A high-end tourist market, he proposed, could be developed with private capital. “The market exists for both investors and end users but we have to promote and market it,” the Opposition Leader remarked, further noting that such a market could rejuvenate resort areas such as Port Antonio and the entire northeast coast.
He said further that more should be done to promote the development of resort condominiums, “to attract that growing clientele that is prepared to spend more than just the cost of a holiday package.”
On the issue of attractions, Mr. Golding told members of the House, “we need to market Jamaica as a place of investments not only in hotels but in major attractions.”
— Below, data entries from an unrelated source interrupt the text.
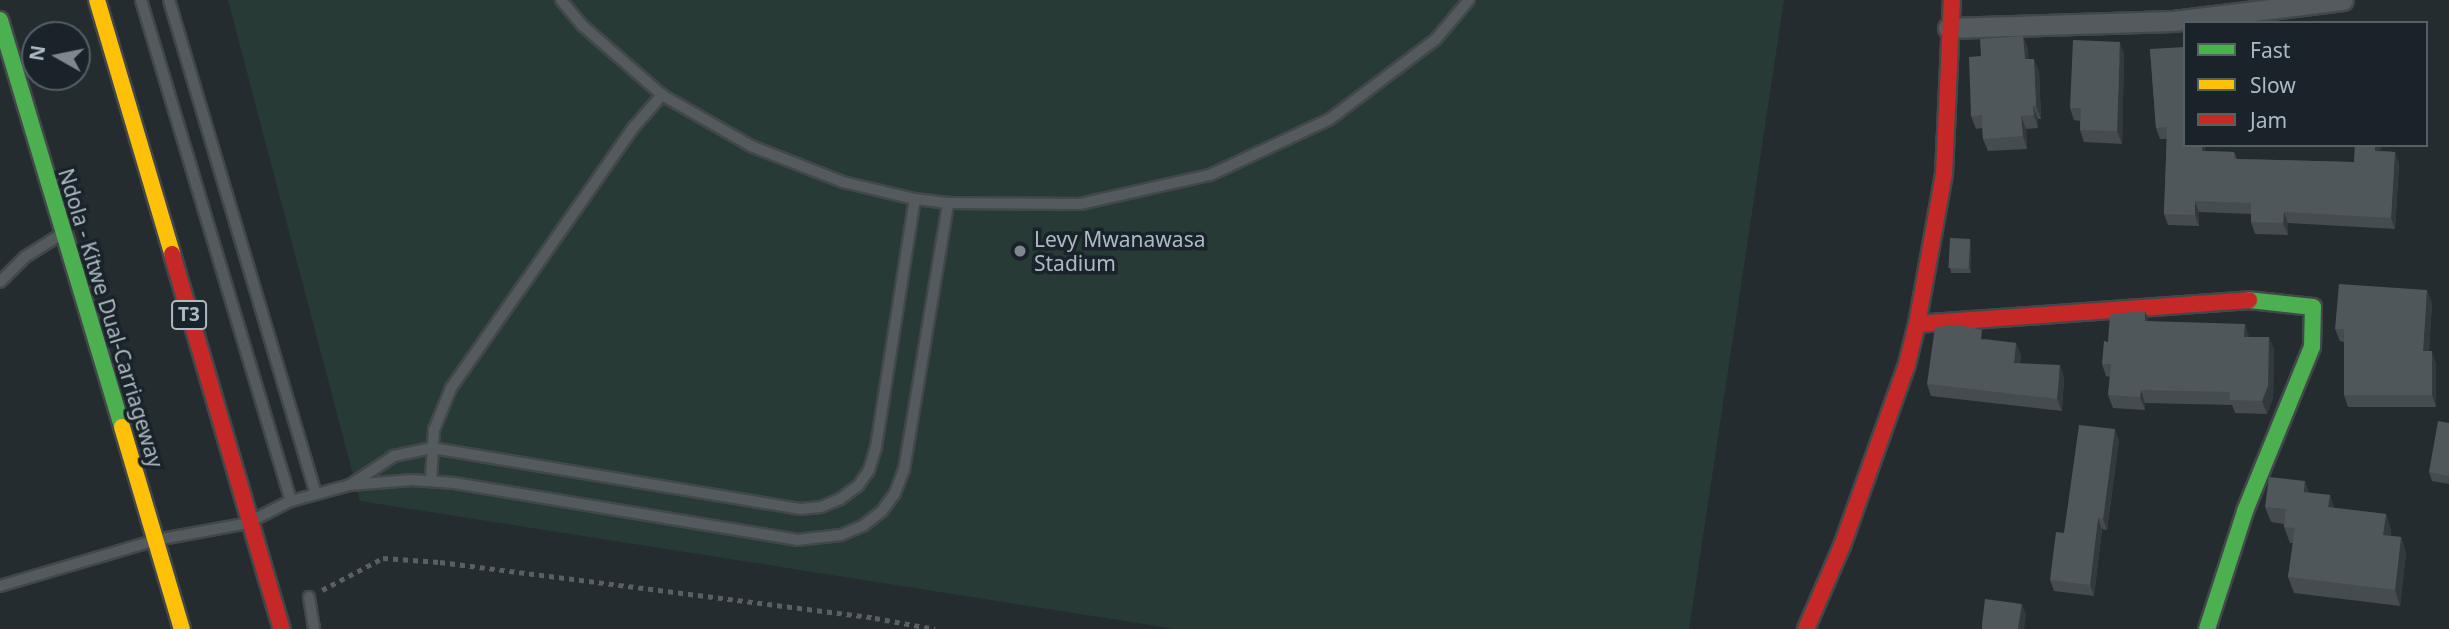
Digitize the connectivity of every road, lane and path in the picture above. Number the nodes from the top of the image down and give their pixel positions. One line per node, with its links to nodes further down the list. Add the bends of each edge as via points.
1 (97, 0): 21 (main road, T3)
2 (141, 0): 20 (lane)
3 (169, 0): 19 (lane)
4 (561, 0): 10 (lane, via 583,26)
5 (1469, 0): 12 (lane, via 1436,39 1330,119 1210,175 1080,204)
6 (1952, 0): 9 (main road)
7 (2343, 0): 9 (street, via 2173,21)
8 (0, 20): 13 (main road, Ndola - Kitwe Dual-Carriageway)
9 (1948, 29): 15 (main road, via 1944,174)
10 (662, 96): 11 (lane, via 751,146 843,182); 16 (lane, via 634,127 451,387 440,408)
11 (915, 199): 12 (lane); 16 (lane, via 876,447 858,486 840,499 821,508 801,509)
12 (948, 203): 17 (lane, via 904,470 883,511 864,525 841,535 797,540)
13 (63, 233): 14 (lane, via 25,257); 22 (main road, Ndola - Kitwe Dual-Carriageway)
14 (0, 282)
15 (1917, 324): 29 (main road, via 1907,365 1842,546); 30 (main road, via 2260,299 2313,307 2312,347 2245,511)
16 (432, 448): 17 (lane); 18 (lane, via 394,456)
17 (431, 480): 18 (lane)
18 (350, 485): 19 (lane)
19 (316, 494): 20 (lane)
20 (290, 501): 21 (lane)
21 (249, 523): 22 (lane); 26 (main road, T3)
22 (156, 540): 23 (lane); 25 (main road, Ndola - Kitwe Dual-Carriageway)
23 (0, 586)
24 (309, 597): 27 (lane); 28 (path, via 383,558)
25 (182, 629)
26 (282, 629)
27 (314, 629)
28 (935, 629)
29 (1806, 629)
30 (2207, 629)

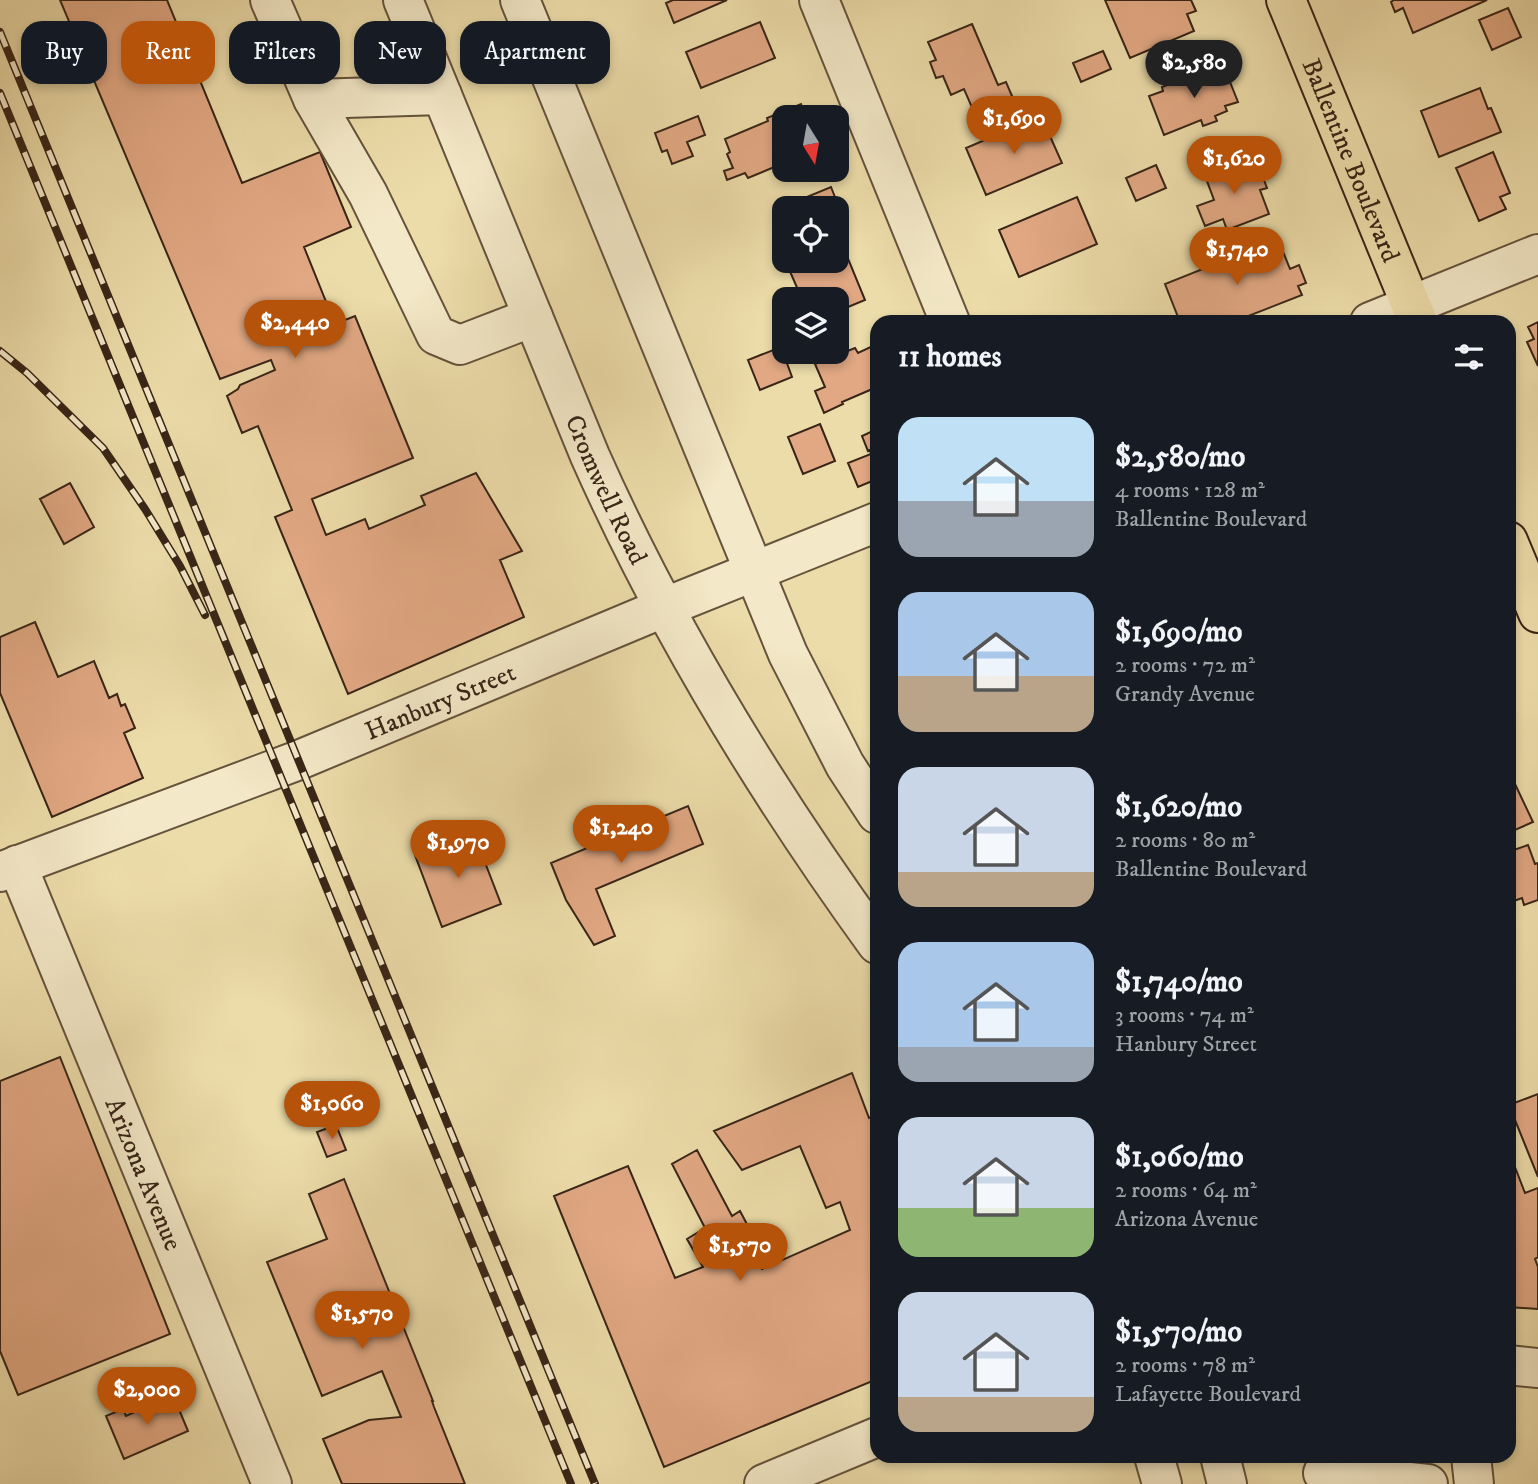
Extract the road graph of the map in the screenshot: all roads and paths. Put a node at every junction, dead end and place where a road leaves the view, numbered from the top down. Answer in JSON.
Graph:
{"nodes":[{"id":1,"x":270,"y":0,"type":"edge"},
{"id":2,"x":403,"y":0,"type":"edge"},
{"id":3,"x":520,"y":0,"type":"edge"},
{"id":4,"x":818,"y":0,"type":"edge"},
{"id":5,"x":1286,"y":0,"type":"edge"},
{"id":6,"x":442,"y":95,"type":"junction"},
{"id":7,"x":313,"y":99,"type":"junction"},
{"id":8,"x":1538,"y":254,"type":"edge"},
{"id":9,"x":1415,"y":314,"type":"edge"},
{"id":10,"x":947,"y":315,"type":"edge"},
{"id":11,"x":533,"y":317,"type":"junction"},
{"id":12,"x":870,"y":525,"type":"edge"},
{"id":13,"x":1516,"y":560,"type":"edge"},
{"id":14,"x":754,"y":572,"type":"junction"},
{"id":15,"x":663,"y":608,"type":"junction"},
{"id":16,"x":1538,"y":613,"type":"edge"},
{"id":17,"x":870,"y":803,"type":"edge"},
{"id":18,"x":8,"y":868,"type":"edge"},
{"id":19,"x":870,"y":934,"type":"edge"},
{"id":20,"x":1516,"y":1367,"type":"edge"},
{"id":21,"x":1538,"y":1368,"type":"edge"},
{"id":22,"x":870,"y":1440,"type":"edge"},
{"id":23,"x":1156,"y":1463,"type":"edge"},
{"id":24,"x":1222,"y":1463,"type":"edge"},
{"id":25,"x":1472,"y":1463,"type":"edge"},
{"id":26,"x":1324,"y":1471,"type":"edge"},
{"id":27,"x":272,"y":1484,"type":"edge"},
{"id":28,"x":764,"y":1484,"type":"edge"},
{"id":29,"x":1162,"y":1484,"type":"edge"},
{"id":30,"x":1227,"y":1484,"type":"edge"},
{"id":31,"x":1428,"y":1484,"type":"edge"},
{"id":32,"x":1474,"y":1484,"type":"edge"}],
"edges":[{"from":1,"to":7,"type":"street"},
{"from":2,"to":6,"type":"street","name":"Cromwell Road"},
{"from":3,"to":14,"type":"street"},
{"from":4,"to":10,"type":"street"},
{"from":5,"to":9,"type":"main road","name":"Ballentine Boulevard"},
{"from":6,"to":7,"type":"street"},
{"from":6,"to":11,"type":"street","name":"Cromwell Road"},
{"from":7,"to":11,"type":"street"},
{"from":8,"to":9,"type":"street"},
{"from":11,"to":15,"type":"street","name":"Cromwell Road"},
{"from":12,"to":14,"type":"street","name":"Hanbury Street"},
{"from":13,"to":16,"type":"main road"},
{"from":14,"to":15,"type":"street","name":"Hanbury Street"},
{"from":14,"to":17,"type":"street"},
{"from":15,"to":18,"type":"street","name":"Hanbury Street"},
{"from":15,"to":19,"type":"street","name":"Cromwell Road"},
{"from":18,"to":27,"type":"street","name":"Arizona Avenue"},
{"from":20,"to":21,"type":"street"},
{"from":22,"to":28,"type":"street"},
{"from":23,"to":29,"type":"street"},
{"from":24,"to":30,"type":"street"},
{"from":25,"to":32,"type":"street"},
{"from":26,"to":31,"type":"street"}]}
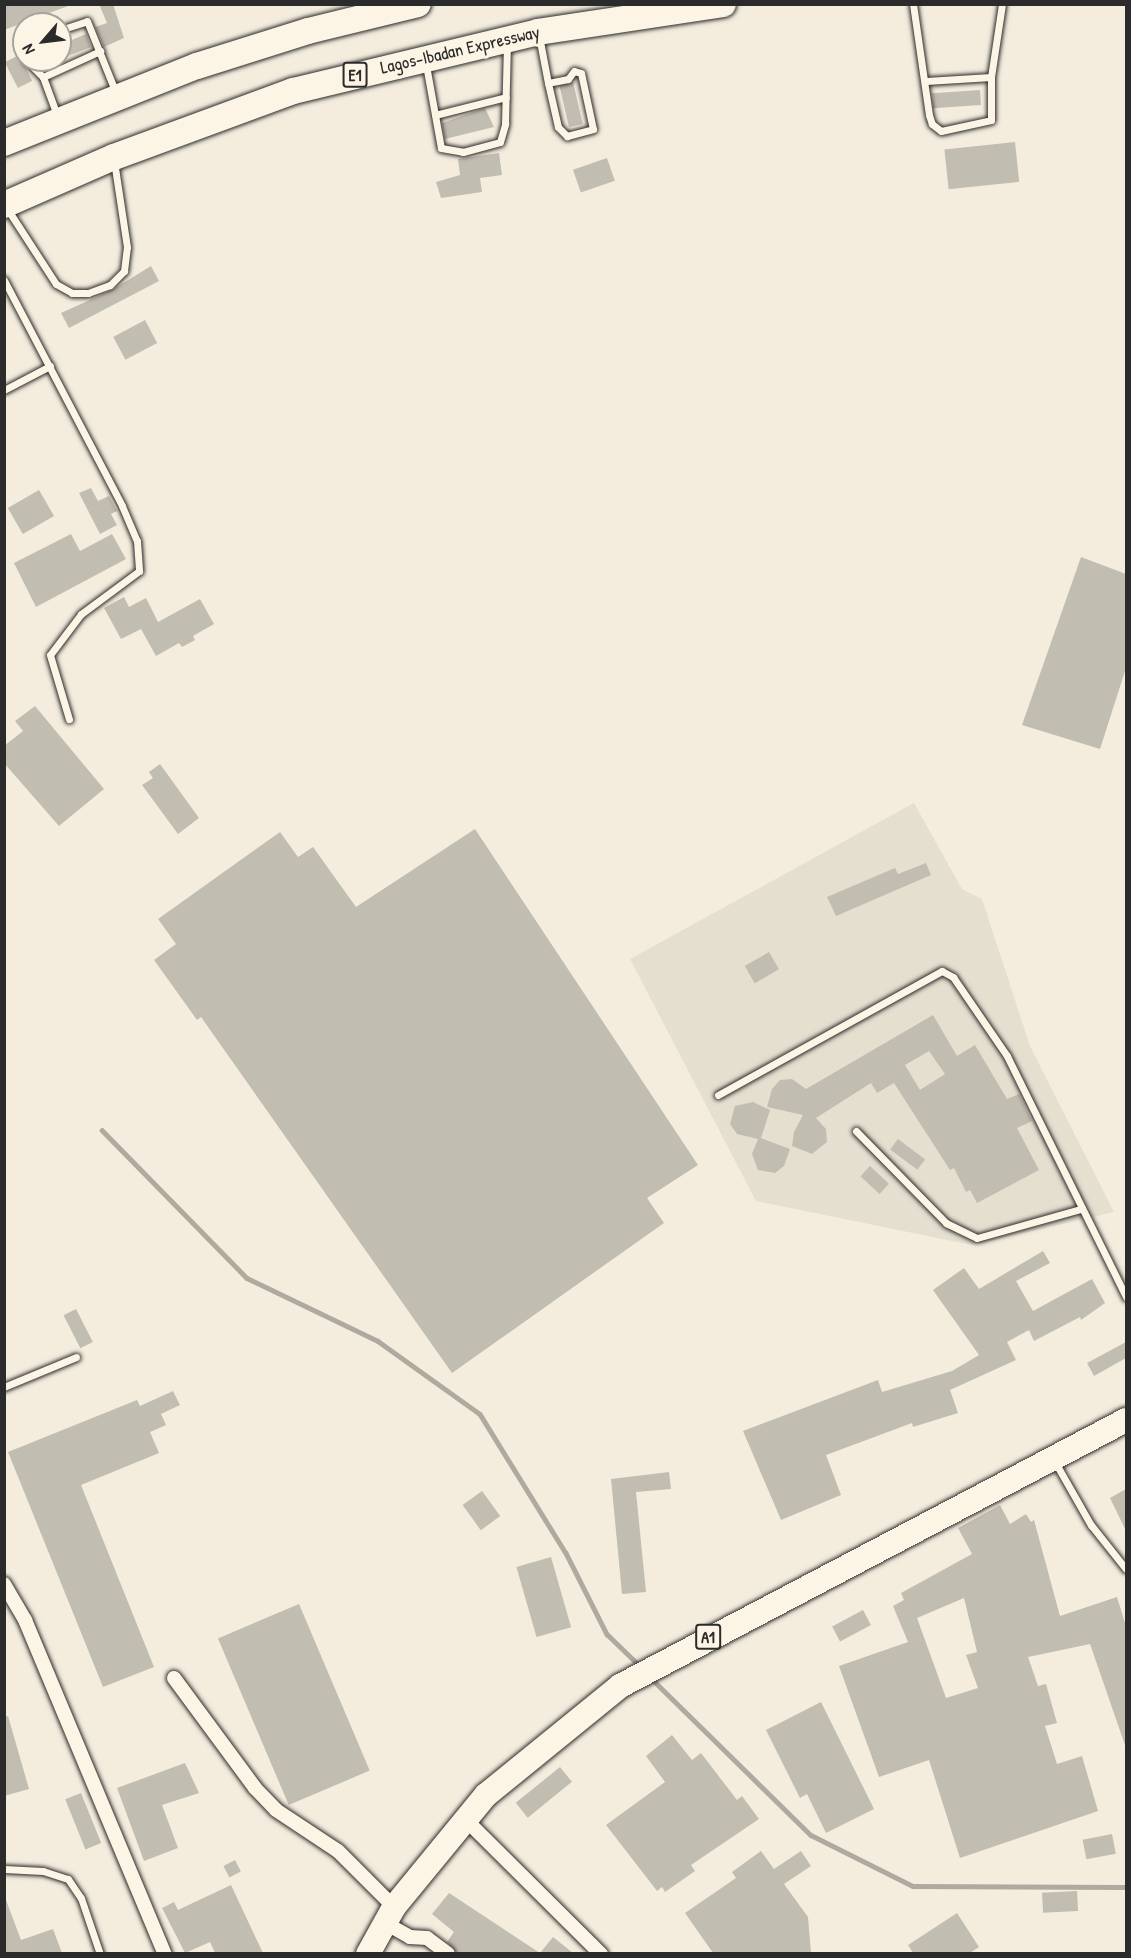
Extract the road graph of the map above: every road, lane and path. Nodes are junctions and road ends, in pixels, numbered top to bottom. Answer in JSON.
{"nodes":[{"id":1,"x":723,"y":4,"type":"edge"},
{"id":2,"x":913,"y":4,"type":"edge"},
{"id":3,"x":1002,"y":4,"type":"edge"},
{"id":4,"x":408,"y":6,"type":"edge"},
{"id":5,"x":72,"y":26,"type":"edge"},
{"id":6,"x":538,"y":32,"type":"junction"},
{"id":7,"x":507,"y":38,"type":"junction"},
{"id":8,"x":100,"y":51,"type":"junction"},
{"id":9,"x":424,"y":57,"type":"junction"},
{"id":10,"x":38,"y":72,"type":"edge"},
{"id":11,"x":43,"y":77,"type":"junction"},
{"id":12,"x":992,"y":77,"type":"junction"},
{"id":13,"x":926,"y":81,"type":"junction"},
{"id":14,"x":548,"y":83,"type":"junction"},
{"id":15,"x":117,"y":95,"type":"junction"},
{"id":16,"x":506,"y":96,"type":"junction"},
{"id":17,"x":435,"y":115,"type":"junction"},
{"id":18,"x":59,"y":120,"type":"junction"},
{"id":19,"x":5,"y":142,"type":"edge"},
{"id":20,"x":114,"y":157,"type":"junction"},
{"id":21,"x":4,"y":205,"type":"edge"},
{"id":22,"x":4,"y":280,"type":"edge"},
{"id":23,"x":50,"y":366,"type":"junction"},
{"id":24,"x":4,"y":390,"type":"edge"},
{"id":25,"x":69,"y":719,"type":"dead end"},
{"id":26,"x":718,"y":1095,"type":"dead end"},
{"id":27,"x":856,"y":1131,"type":"dead end"},
{"id":28,"x":1080,"y":1209,"type":"junction"},
{"id":29,"x":1126,"y":1297,"type":"edge"},
{"id":30,"x":76,"y":1357,"type":"dead end"},
{"id":31,"x":4,"y":1387,"type":"edge"},
{"id":32,"x":1126,"y":1420,"type":"edge"},
{"id":33,"x":1052,"y":1457,"type":"junction"},
{"id":34,"x":1126,"y":1569,"type":"edge"},
{"id":35,"x":4,"y":1584,"type":"edge"},
{"id":36,"x":174,"y":1678,"type":"dead end"},
{"id":37,"x":467,"y":1821,"type":"junction"},
{"id":38,"x":4,"y":1869,"type":"edge"},
{"id":39,"x":390,"y":1915,"type":"junction"},
{"id":40,"x":100,"y":1953,"type":"edge"},
{"id":41,"x":165,"y":1953,"type":"edge"},
{"id":42,"x":368,"y":1953,"type":"edge"},
{"id":43,"x":448,"y":1953,"type":"edge"},
{"id":44,"x":601,"y":1953,"type":"edge"}],
"edges":[{"from":1,"to":6,"type":"highway","name":"Lagos-Ibadan Expressway","number":"E1"},
{"from":2,"to":13,"type":"lane"},
{"from":3,"to":12,"type":"lane"},
{"from":4,"to":15,"type":"highway"},
{"from":5,"to":8,"type":"lane"},
{"from":6,"to":7,"type":"highway","name":"Lagos-Ibadan Expressway","number":"E1"},
{"from":6,"to":14,"type":"lane"},
{"from":7,"to":9,"type":"highway","name":"Lagos-Ibadan Expressway","number":"E1"},
{"from":7,"to":16,"type":"lane"},
{"from":8,"to":11,"type":"lane"},
{"from":8,"to":15,"type":"lane"},
{"from":9,"to":17,"type":"lane"},
{"from":9,"to":20,"type":"highway","name":"Lagos-Ibadan Expressway","number":"E1"},
{"from":10,"to":11,"type":"lane"},
{"from":11,"to":18,"type":"lane"},
{"from":12,"to":13,"type":"lane"},
{"from":12,"to":13,"type":"lane"},
{"from":14,"to":14,"type":"lane"},
{"from":15,"to":18,"type":"highway"},
{"from":16,"to":17,"type":"lane"},
{"from":16,"to":17,"type":"lane"},
{"from":18,"to":19,"type":"highway"},
{"from":20,"to":21,"type":"highway","name":"Lagos-Ibadan Expressway","number":"E1"},
{"from":20,"to":21,"type":"lane"},
{"from":22,"to":23,"type":"lane"},
{"from":23,"to":24,"type":"lane"},
{"from":23,"to":25,"type":"lane"},
{"from":26,"to":28,"type":"lane"},
{"from":27,"to":28,"type":"lane"},
{"from":28,"to":29,"type":"lane"},
{"from":30,"to":31,"type":"lane"},
{"from":32,"to":33,"type":"highway","number":"A1"},
{"from":33,"to":34,"type":"lane"},
{"from":33,"to":37,"type":"highway","number":"A1"},
{"from":35,"to":41,"type":"street"},
{"from":36,"to":39,"type":"street"},
{"from":37,"to":39,"type":"highway","number":"A1"},
{"from":37,"to":44,"type":"street"},
{"from":38,"to":40,"type":"lane"},
{"from":39,"to":42,"type":"highway","number":"A1"},
{"from":39,"to":43,"type":"street"}]}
Citing the Rose Hall Great House as just one example, he said that the facility could be transformed with “state-of-the-art lighting, sound effects and colourful costumes, into a magnificent showpiece where the travails of Annie Palmer and her many lovers could be re-enacted.anyone who has been to Disneyworld knows the magnificence of which I speak,” Mr. Golding stated. Continuing, he said the possibilities for diversifying Jamaica’s tourism product should be extended to include the southeast end of the island, as “sugar and banana no longer provide any significant livelihood component for the people of that region”
“The pioneers of tourism development in south St. Elizabeth have shown us what new thinking and dogged perseverance can accomplish,” Mr. Golding pointed out.